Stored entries
####################
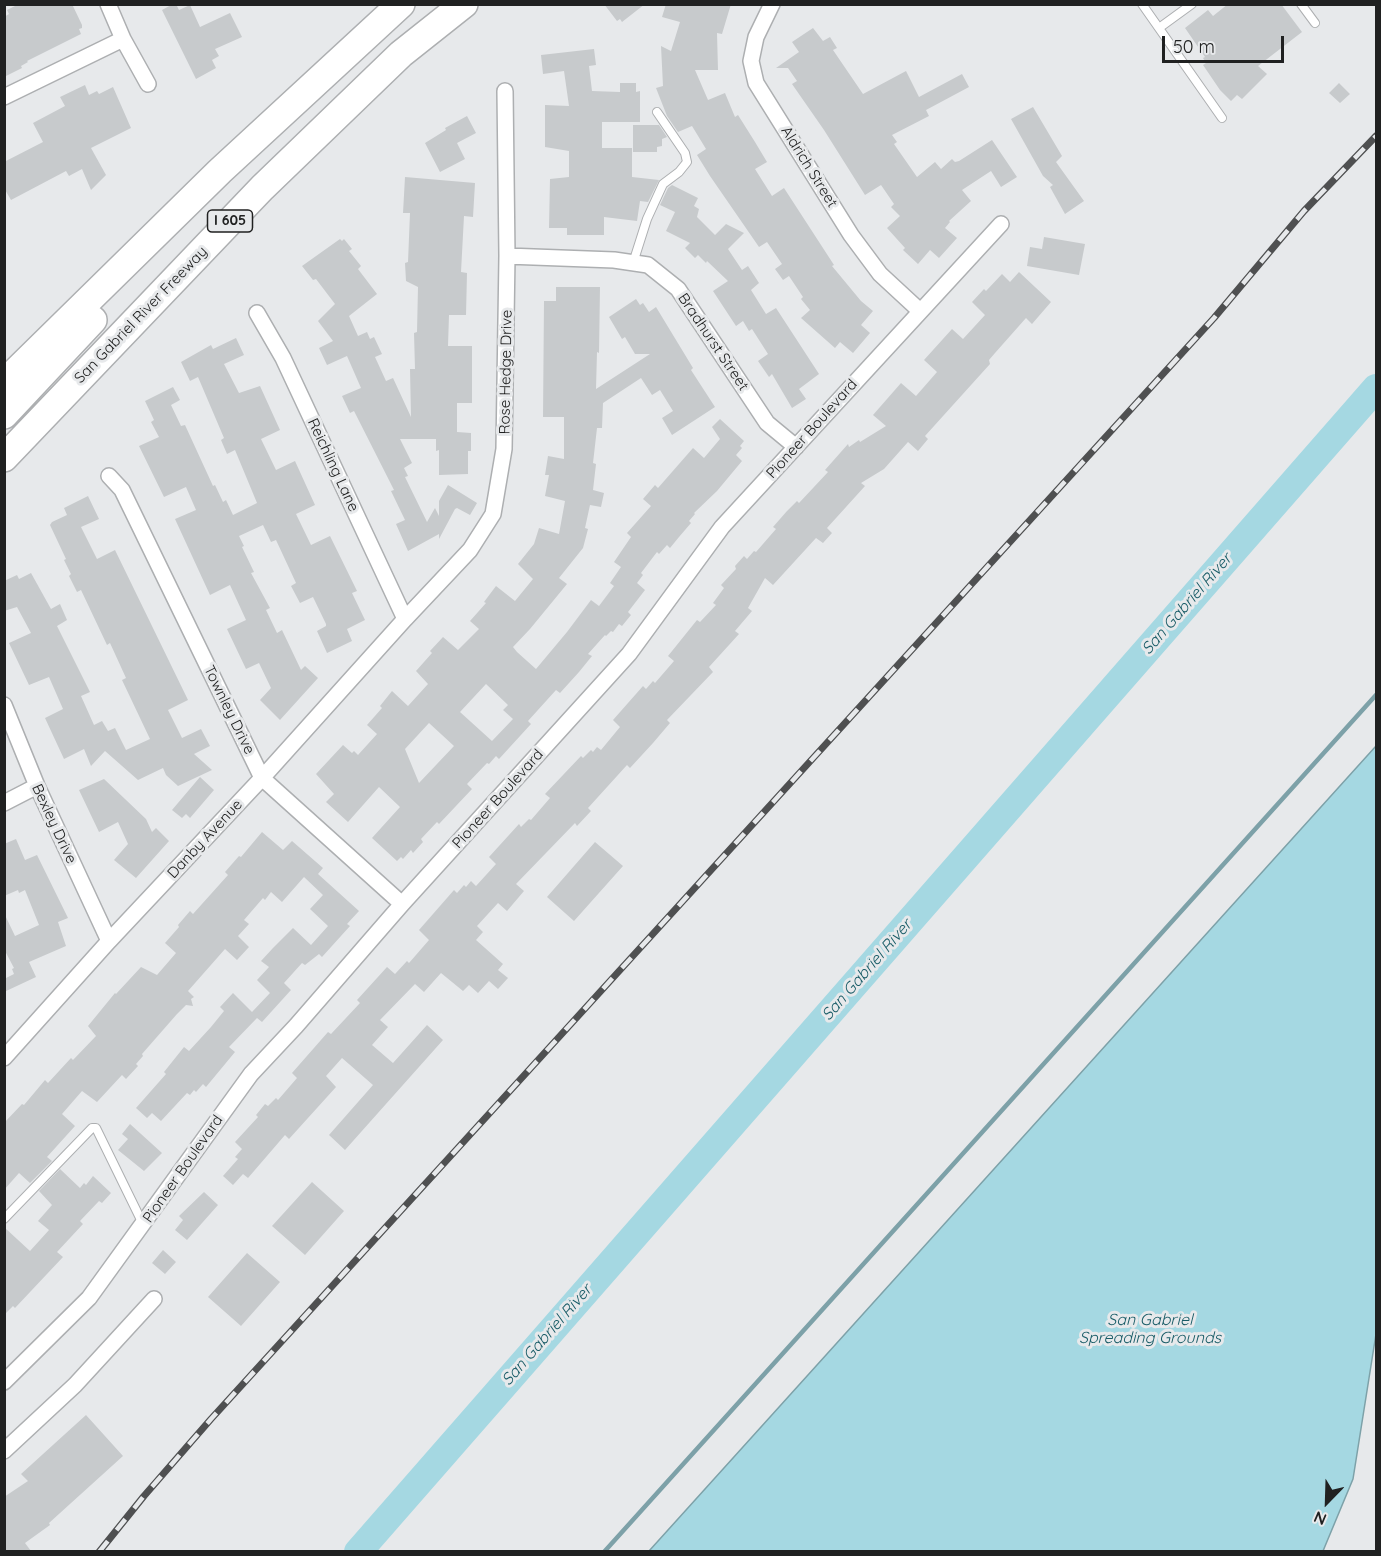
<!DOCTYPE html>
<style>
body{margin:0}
#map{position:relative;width:1381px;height:1556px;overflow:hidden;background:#e7e9eb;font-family:Quicksand,sans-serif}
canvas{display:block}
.frame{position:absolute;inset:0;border:6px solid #202121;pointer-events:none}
.north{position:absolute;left:1297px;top:1472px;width:60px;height:60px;-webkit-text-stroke:4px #e7e9eb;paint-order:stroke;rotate:203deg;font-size:16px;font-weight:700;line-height:24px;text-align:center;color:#202121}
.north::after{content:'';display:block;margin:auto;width:21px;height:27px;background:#202121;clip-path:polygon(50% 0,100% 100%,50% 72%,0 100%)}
.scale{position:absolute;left:1162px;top:36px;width:122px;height:27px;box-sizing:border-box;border:3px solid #202121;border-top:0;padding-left:8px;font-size:18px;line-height:21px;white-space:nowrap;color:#202121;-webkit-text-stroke:4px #e7e9eb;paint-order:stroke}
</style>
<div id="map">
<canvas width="1381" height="1556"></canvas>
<div class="frame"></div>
<div class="north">N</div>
<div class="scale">50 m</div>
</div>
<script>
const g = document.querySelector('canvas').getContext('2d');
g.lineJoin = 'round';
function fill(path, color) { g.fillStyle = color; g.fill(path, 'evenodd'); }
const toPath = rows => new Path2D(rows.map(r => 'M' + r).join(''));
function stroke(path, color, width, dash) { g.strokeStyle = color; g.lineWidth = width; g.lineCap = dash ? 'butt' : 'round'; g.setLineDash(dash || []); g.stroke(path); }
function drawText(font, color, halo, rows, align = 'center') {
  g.font = font + ' Quicksand,sans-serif'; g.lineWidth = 6; g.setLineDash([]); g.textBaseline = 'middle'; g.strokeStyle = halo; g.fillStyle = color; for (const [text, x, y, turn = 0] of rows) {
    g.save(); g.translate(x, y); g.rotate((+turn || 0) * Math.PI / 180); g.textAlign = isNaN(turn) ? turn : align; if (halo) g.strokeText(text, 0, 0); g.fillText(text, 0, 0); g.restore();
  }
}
const water = toPath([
 [1376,746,1376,1334,1353,1479,1323,1551,649,1551,1376,746]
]);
const stream = toPath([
 [604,1552,1376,695]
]);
const river = toPath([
 [358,1552,1376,388]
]);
const building = toPath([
 [19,4,72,4,82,25,82,28,79,29,81,34,27,61,28,62,21,66,22,68,4,77,4,17,9,14,7,10],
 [173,4,176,4,179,10,190,5,200,27,230,13,242,37,215,49,219,56,212,60,216,68,196,79,162,10],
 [604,4,645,4,622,22,620,19,617,21],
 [666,4,731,4,722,34,717,33,718,70,695,70,708,100,725,93,735,117,738,115,755,142,767,162,755,169,772,196,784,188,834,265,832,266,861,301,873,311,861,325,870,333,853,353,840,342,835,348,801,318,810,310,801,299,803,297,789,276,783,280,775,269,782,264,767,242,759,247,710,176,697,155,706,149,692,126,678,132,667,116,656,88,663,86,661,46,671,51,680,22,662,17],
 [1228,4,1281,4,1302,32,1258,66,1267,74,1242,99,1237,95,1231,101,1220,90,1203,65,1206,63,1203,58,1205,57,1185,28,1208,10,1213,16],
 [813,28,823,41,830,37,837,48,833,50,863,94,906,71,919,97,962,74,969,87,926,110,929,116,892,135,897,142,894,144,917,177,935,162,941,169,952,159,955,162,959,161,992,140,1017,177,1001,187,991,171,962,190,971,201,949,221,950,222,945,228,957,238,939,258,930,250,918,264,903,250,905,248,887,228,900,216,891,207,894,204,881,185,865,195,824,130,792,84,797,81,788,68,776,68,799,52,792,42],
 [594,49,596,65,589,66,592,91,620,92,620,83,636,83,636,92,640,91,640,122,602,122,602,148,632,148,632,177,659,180,648,202,640,201,637,221,604,217,604,235,567,235,567,228,549,228,550,179,569,177,569,151,545,147,545,105,569,106,564,71,543,74,541,55],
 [1339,83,1350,94,1340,103,1329,93],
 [85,85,89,95,97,91,99,94,113,87,131,128,91,148,106,175,91,190,82,169,69,176,66,171,11,200,4,188,4,162,43,142,33,123,65,106,60,97],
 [1033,107,1062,156,1056,162,1084,201,1065,214,1050,187,1053,185,1043,176,1011,119],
 [467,116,476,133,457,143,465,159,440,172,425,143,446,130,445,128],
 [633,125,659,125,667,137,662,139,662,146,657,147,657,152,633,152],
 [405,177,475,183,473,217,464,216,461,272,467,273,466,315,449,315,448,346,472,346,472,403,457,403,457,432,471,433,471,451,468,451,468,474,439,475,439,450,436,451,436,439,400,439,412,463,404,468,408,476,405,477,427,522,435,508,439,516,439,501,448,485,477,503,470,515,457,508,455,509,439,539,439,534,408,551,396,524,405,520,391,491,394,490,354,411,350,413,342,396,361,388,347,356,327,365,319,348,333,341,318,321,335,304,316,279,313,280,302,266,340,239,342,241,344,239,352,249,349,251,361,266,358,269,377,294,349,316,358,336,367,332,370,339,374,337,382,354,375,357,386,381,393,378,411,417,410,369,415,369,414,333,417,332,418,287,406,281,405,263,408,262,410,213,403,213],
 [672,185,698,198,694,206,699,209,697,217,715,235,726,224,744,233,728,249,742,270,748,266,759,283,751,290,766,314,776,308,819,374,799,389,806,399,792,408,772,374,769,377,758,361,768,354,752,329,749,331,743,321,736,326,713,291,728,281,707,261,706,263,698,255,695,258,685,248,690,243,666,231,675,212,660,205,668,188],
 [1044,237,1085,244,1079,275,1027,266,1030,247,1042,249],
 [1019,272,1051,302,1032,324,1026,318,995,353,989,360,990,364,925,436,928,439,918,451,908,442,884,469,861,483,865,486,827,528,832,533,823,543,816,538,773,585,765,578,748,608,752,611,735,631,739,634,709,667,713,672,667,720,670,723,653,743,630,768,627,765,588,808,591,811,577,826,575,823,516,884,524,891,507,911,498,903,477,926,483,932,476,940,503,964,498,970,508,978,498,989,489,981,478,993,469,985,463,991,441,973,424,992,415,984,380,1020,388,1027,372,1045,393,1063,427,1025,443,1040,345,1150,329,1135,373,1085,342,1058,326,1076,336,1087,289,1139,285,1135,248,1178,243,1174,233,1185,223,1176,238,1159,235,1157,242,1149,235,1142,258,1117,256,1115,265,1104,268,1106,276,1098,278,1100,297,1078,292,1073,328,1032,331,1034,360,1003,357,1000,387,967,395,974,407,961,409,963,429,940,419,930,454,890,457,893,464,885,466,887,471,881,476,886,496,864,489,857,519,824,521,827,529,819,531,820,550,798,545,794,581,756,583,758,591,750,593,752,597,747,601,750,620,727,613,720,643,686,646,689,653,681,655,683,674,661,668,656,697,620,700,622,716,605,713,603,724,588,721,585,736,569,735,566,744,556,747,559,754,551,756,552,776,529,773,527,787,511,797,501,799,503,828,472,825,470,848,444,849,447,859,440,860,442,886,426,873,415,901,383,916,396,937,372,924,360,952,329,963,339,985,315,972,302,984,289,986,291,1002,274,1010,282],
 [556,287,600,287,599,353,597,352,596,389,650,354,635,354,625,337,622,339,609,317,636,299,640,305,643,303,649,312,656,307,693,368,691,370,715,407,672,435,662,418,673,411,660,390,652,395,641,378,603,403,602,428,597,428,593,463,596,464,593,490,604,493,601,507,590,505,585,528,588,529,583,548,559,578,567,584,530,629,513,647,517,652,536,669,567,632,591,600,599,606,614,586,610,583,621,567,614,562,631,537,627,533,651,506,643,499,655,485,658,488,693,448,704,458,720,439,712,427,720,419,744,441,740,446,742,448,736,455,742,461,717,491,694,513,695,514,689,521,691,523,679,537,670,548,667,545,659,554,657,552,641,573,643,575,637,583,645,590,628,612,631,615,622,626,619,624,613,632,611,631,606,636,605,635,588,654,592,656,579,672,560,693,556,690,528,721,531,724,499,759,496,756,489,764,487,763,467,784,472,789,439,824,437,822,421,839,423,842,413,853,411,850,403,859,401,857,397,861,372,838,400,807,379,787,348,822,326,802,334,794,316,774,343,745,352,753,354,751,358,755,377,734,367,725,382,708,380,706,392,691,408,706,428,684,416,671,432,653,430,651,443,637,458,650,479,629,470,621,486,603,484,602,496,586,515,601,533,579,518,564,534,544,539,528,559,534,565,501,545,496,549,475,545,475,548,456,564,459,564,417,543,417,544,301,556,301],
 [486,684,508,705,503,710,513,719,492,741,460,712],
 [429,723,454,746,419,783,405,749],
 [236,338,244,355,224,364,239,393,260,386,280,430,261,439,276,470,295,461,315,505,296,514,311,545,330,536,357,591,352,593,365,620,347,629,352,641,327,653,317,631,326,626,326,624,313,597,300,603,291,586,296,583,276,540,271,542,263,525,239,536,244,546,242,547,254,572,251,573,270,608,266,610,277,633,282,630,301,670,305,666,318,678,280,720,260,700,271,688,259,663,246,669,227,629,246,620,230,585,210,595,175,519,196,510,186,487,164,497,139,446,159,437,151,422,154,420,145,401,173,387,180,400,171,405,181,426,185,425,213,486,215,485,223,502,226,500,233,515,257,503,235,450,227,454,221,440,224,438,198,377,190,381,181,362,211,345,213,349],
 [88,496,99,519,81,527,97,559,115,550,188,700,168,710,182,738,201,729,210,746,194,754,212,770,178,786,166,775,163,768,138,780,105,751,91,766,84,749,64,759,45,718,63,709,49,677,29,685,9,643,31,633,17,607,4,611,4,581,17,575,19,579,31,573,51,609,60,604,67,620,57,626,90,692,81,696,94,725,102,721,108,731,115,728,126,750,150,739,122,680,126,678,110,643,107,645,81,590,77,592,69,576,71,574,64,560,66,559,50,525,52,522,67,515,64,508],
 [200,777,214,790,190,818,186,814,182,818,172,810],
 [104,779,146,819,152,832,156,828,169,841,136,878,114,860,128,844,118,822,99,832,79,790],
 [262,832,283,850,292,841,323,868,318,874,359,911,347,924,350,926,322,957,319,954,305,965,302,963,284,983,291,990,262,1022,257,1018,229,1047,235,1052,206,1087,203,1084,196,1092,194,1090,190,1095,187,1093,161,1121,152,1113,147,1118,136,1108,166,1074,164,1072,184,1047,189,1051,211,1027,224,1011,220,1007,233,993,252,1012,270,993,257,980,269,967,261,961,273,948,293,928,311,945,328,926,310,909,323,895,304,877,282,902,271,892,265,900,263,898,244,920,249,924,238,936,249,947,237,960,225,949,188,991,194,997,191,999,193,1006,186,1005,177,1014,142,1054,143,1056,136,1064,138,1066,126,1079,122,1075,97,1102,82,1091,62,1114,75,1126,47,1157,52,1161,30,1183,19,1173,4,1190,4,1123,22,1104,24,1105,45,1080,48,1083,71,1058,73,1060,96,1036,88,1026,115,993,116,994,141,967,157,975,176,953,165,943,179,927,178,925,190,911,193,914,228,875,225,872,239,856,241,857],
 [16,839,25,860,37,855,68,918,58,922,66,946,29,962,36,977,4,992,4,979,14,974,12,969,14,968,4,949,4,913,15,936,39,925,25,890,19,893,18,890,4,896,4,844],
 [595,842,623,866,574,921,547,897],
 [130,1124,162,1153,144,1171,118,1150,128,1139,122,1134],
 [60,1169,80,1188,84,1183,86,1185,93,1176,111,1193,102,1203,99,1201,80,1221,83,1224,57,1252,63,1257,15,1308,13,1306,4,1315,4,1227,30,1251,49,1230,38,1221,52,1205,39,1191],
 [312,1182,344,1211,305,1255,272,1226],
 [204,1192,218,1205,187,1240,175,1230,183,1220,179,1216],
 [163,1250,176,1262,165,1274,152,1263],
 [247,1253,280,1282,241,1326,208,1297],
 [86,1415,123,1456,49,1523,50,1525,25,1543,31,1551,4,1551,4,1497,28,1481,21,1474]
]);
const service = toPath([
 [1142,4,1222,118],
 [1301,4,1315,23],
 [1159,28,1192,4],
 [633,263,647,219,663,184,679,172,687,162,685,153,657,112],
 [4,1219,92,1128,96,1128,143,1224]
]);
const minor = toPath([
 [108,4,123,39,148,84],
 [772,4,756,37,751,61,756,83,851,235,880,274,920,311],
 [4,97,123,39],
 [507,256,614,260,648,265,678,289,767,423,796,447],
 [257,313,283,358,405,619],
 [109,476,122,490,262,778,402,904],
 [4,705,37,786,109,941],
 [4,803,37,786],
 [4,1058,109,941,262,778,405,619,470,550,493,514,504,449,507,256,505,91],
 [4,1382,89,1298,251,1074,296,1026,402,904,629,654,722,527,1001,224],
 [4,1451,75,1385,154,1299]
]);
const motorway = toPath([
 [4,383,220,171,401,4],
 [4,415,93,320],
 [4,458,262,188,401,54,464,4]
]);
const rail = toPath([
 [99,1552,144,1496,211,1419,1214,318,1304,211,1376,136]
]);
const shields = [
 [230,221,45]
];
const shieldNames = [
 ["I 605",230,221]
];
const streetNames = [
 ["Aldrich Street",809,167,58],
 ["San Gabriel River Freeway",141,315,-46],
 ["Bradhurst Street",713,342,56],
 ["Rose Hedge Drive",506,372,-89],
 ["Pioneer Boulevard",812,429,-48],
 ["Reichling Lane",333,465,65],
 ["Townley Drive",229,710,64],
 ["Pioneer Boulevard",498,799,-48],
 ["Bexley Drive",54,824,65],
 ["Danby Avenue",205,839,-47],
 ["Pioneer Boulevard",183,1169,-55]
];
const waterNames = [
 ["San Gabriel River",1187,604,-49],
 ["San Gabriel River",867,970,-49],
 ["San Gabriel",1150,1320],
 ["Spreading Grounds",1150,1338],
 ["San Gabriel River",547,1335,-49]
];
fill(water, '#a5d8e2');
stroke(water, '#7da1a8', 1.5);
stroke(stream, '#7da1a8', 4.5);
stroke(river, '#a5d8e2', 28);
fill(building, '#c7cacc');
stroke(service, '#adafb1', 10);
stroke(minor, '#adafb1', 18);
stroke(motorway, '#adafb1', 30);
stroke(service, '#fff', 8);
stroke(minor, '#fff', 15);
stroke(motorway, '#fff', 27);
stroke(rail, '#4f5051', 7);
stroke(rail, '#e7e9eb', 4.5, [14]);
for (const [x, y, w] of shields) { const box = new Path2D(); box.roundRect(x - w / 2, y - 11, w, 22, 4.5); g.fillStyle = '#e7e9eb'; g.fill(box); stroke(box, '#202121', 1.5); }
drawText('bold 14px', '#202121', null, shieldNames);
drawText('15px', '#202121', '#e7e9eb', streetNames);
drawText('italic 16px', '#175b66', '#e7e9eb', waterNames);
</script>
####################
**What to work on**
Would you repeat exactly, and only, the lines from the start of the records above through the line containing "function stroke(path, color, width, dash)", with the pictures omitted?

**Result of this exercise**
<!DOCTYPE html>
<style>
body{margin:0}
#map{position:relative;width:1381px;height:1556px;overflow:hidden;background:#e7e9eb;font-family:Quicksand,sans-serif}
canvas{display:block}
.frame{position:absolute;inset:0;border:6px solid #202121;pointer-events:none}
.north{position:absolute;left:1297px;top:1472px;width:60px;height:60px;-webkit-text-stroke:4px #e7e9eb;paint-order:stroke;rotate:203deg;font-size:16px;font-weight:700;line-height:24px;text-align:center;color:#202121}
.north::after{content:'';display:block;margin:auto;width:21px;height:27px;background:#202121;clip-path:polygon(50% 0,100% 100%,50% 72%,0 100%)}
.scale{position:absolute;left:1162px;top:36px;width:122px;height:27px;box-sizing:border-box;border:3px solid #202121;border-top:0;padding-left:8px;font-size:18px;line-height:21px;white-space:nowrap;color:#202121;-webkit-text-stroke:4px #e7e9eb;paint-order:stroke}
</style>
<div id="map">
<canvas width="1381" height="1556"></canvas>
<div class="frame"></div>
<div class="north">N</div>
<div class="scale">50 m</div>
</div>
<script>
const g = document.querySelector('canvas').getContext('2d');
g.lineJoin = 'round';
function fill(path, color) { g.fillStyle = color; g.fill(path, 'evenodd'); }
const toPath = rows => new Path2D(rows.map(r => 'M' + r).join(''));
function stroke(path, color, width, dash) { g.strokeStyle = color; g.lineWidth = width; g.lineCap = dash ? 'butt' : 'round'; g.setLineDash(dash || []); g.stroke(path); }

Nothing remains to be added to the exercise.